Cattle ranching is in the blood of the Marr family. The third-generation ranchers manage 300 head of cattle across 2,500 acres two miles from Twin Butte, Alberta, just a stone’s throw from Waterton Lakes National Park.
Third generation ranchers Blaine and Mary-Ann manage the day-to-day business of the ranch. Their two children, Wacey and Gina, represent the hopeful fourth generation. For Blaine, he’s as excited about the future as he is about the ranch’s storied 118-year history.
“To me, that’s a real accomplishment—that our family’s been able to go this long and hang onto the land and keep doing what we’re doing,” he says. The biggest change he’s seen, and benefited from, is the mechanization of cattle ranching. “I think of the work that my father and grandfather did, how hard it was with cattle and horses [without] mechanized machinery. The hours they put in to get [things] done, only takes us a couple hours to do. It’s unbelievable.”
A changing landscape
Today, Blaine labels urban growth, rising land values and various environmental regulations as the biggest pressures YU faces and will likely need to monitor. However, the family takes it as a positive challenge to rise up and be the best ranchers they can be each day.
“Our work is about putting food on the table, but really, it’s also about looking after animals. I always think the number one thing is first, our family, and then our cows, horses, and the landscape and really preserving what’s here. We leave it pretty natural,” says Mary-Ann, adding that visitors’ interactions with the ranch underscore the industry’s positive reputation. “People love to come down here and look at it, and I’m glad they do, because I think that’s a really important thing.”
Blaine confirms his wife’s sentiments and adds in how the cows play a role in the ranch’s success and routinely contribute to area conservation.
“With livestock grazing, it’s pretty important to keep the fuel load down in fire-prone areas. With the Kenow fire, there was a lot of old brush and the area was never logged. When the fire got onto agricultural land, it slowed down because it is routinely grazed. Once the fire left the national park, firefighters were able to get ahead of it,” he says.
As they maintain the ranch and continue to raise healthy, sustainable beef for hungry consumers, the Marrs believe that their operation is part and parcel of the Alberta story, the same way that ATB has been integral to the Marrs’ story for more than 30 years.

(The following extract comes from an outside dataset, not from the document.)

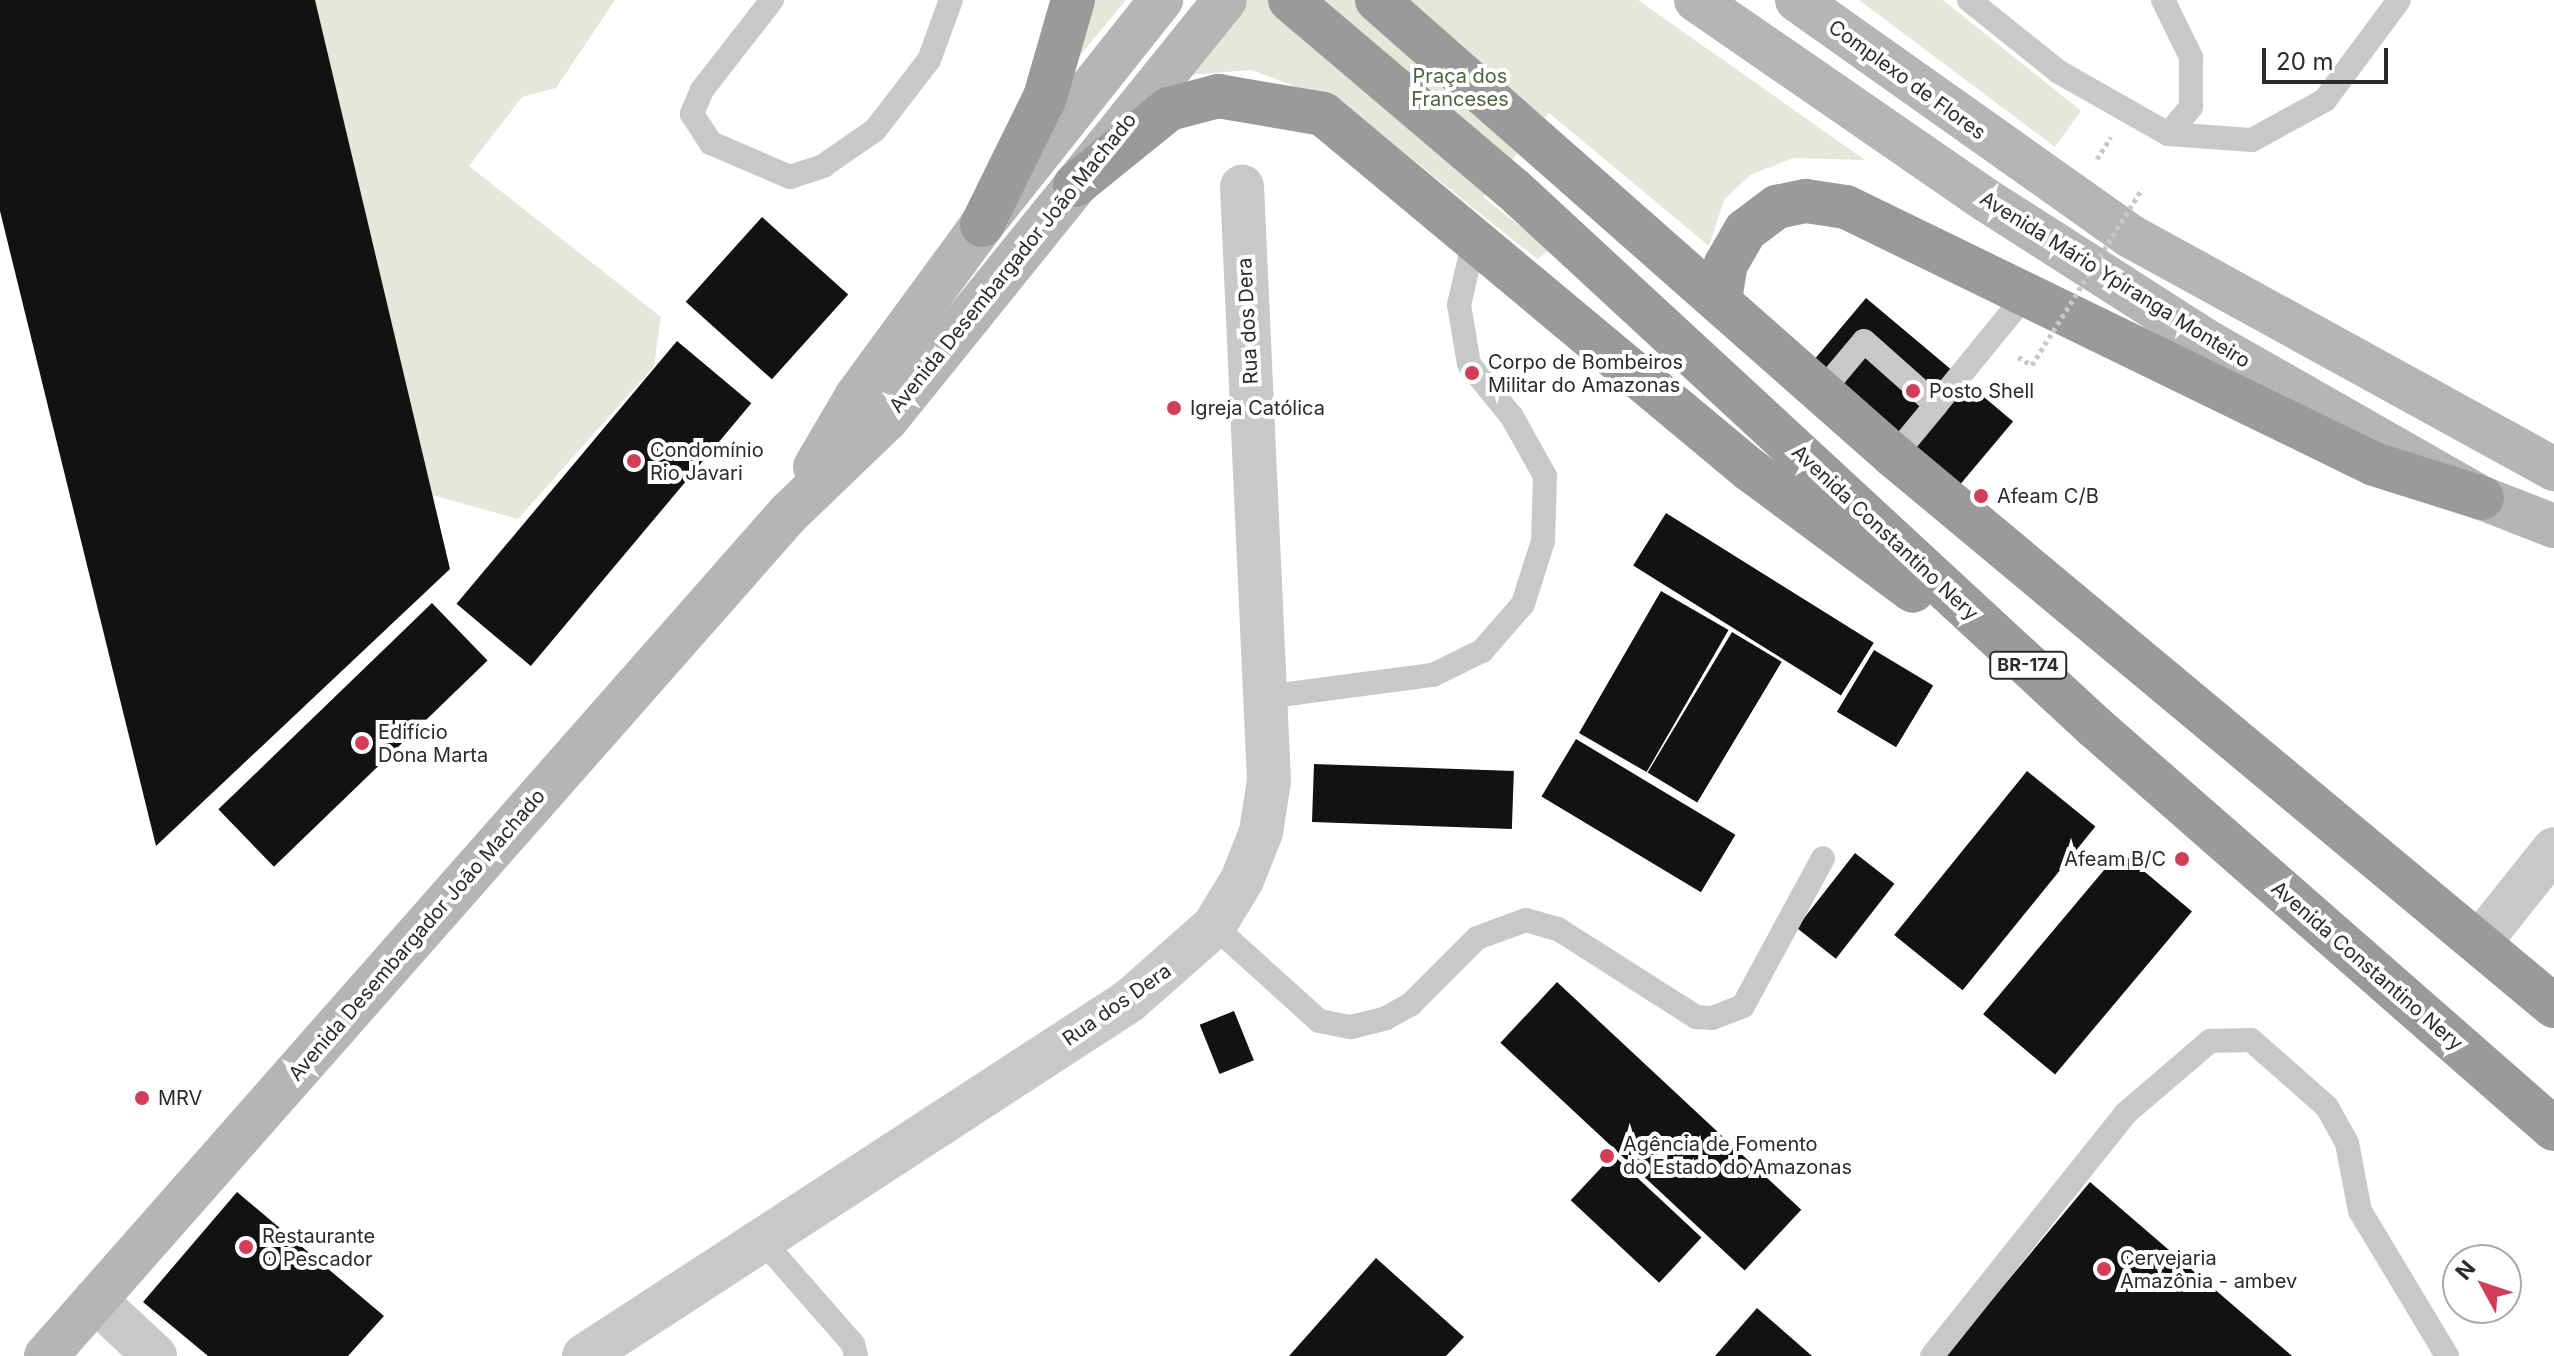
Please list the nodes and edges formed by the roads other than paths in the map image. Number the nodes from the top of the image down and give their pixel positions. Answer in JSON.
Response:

A bank that “gets” agriculture
Always daring to be different, ATB seeks out and employs people who are passionate about banking, and combine that passion with a love of agriculture. For Blaine, that was evident from the start.
“ATB found managers who understand what a bred cow is versus a bred heifer. There was no need to sit down and explain that to them. They were with you. They knew exactly what you were talking about,” says Blaine, adding that the bank’s success is important from a local perspective, as well. “We see so much global buy up—conglomeration of monopolies—and it’s really nice to know [you can deal with] a bank like ATB … they’re very active and important to this province and our rural economy.”
Mary-Ann affirms ATB’s pivotal role in the province. “They really back the rural people and they give back to the rural communities. They’re very good about helping other Albertans.”
With the help ATB has provided to Blaine and Mary-Ann, the couple hope to help their children too, and pass the ranch on to them one day. It would spur on a fourth generation of Marrs to work and keep a pristine and important area of Alberta.
“Our son and daughter are both are very interested in agriculture and cattle ranching. They want to do it, and I think that’s a success—we’ve raised them to be partners, and they want to continue it.”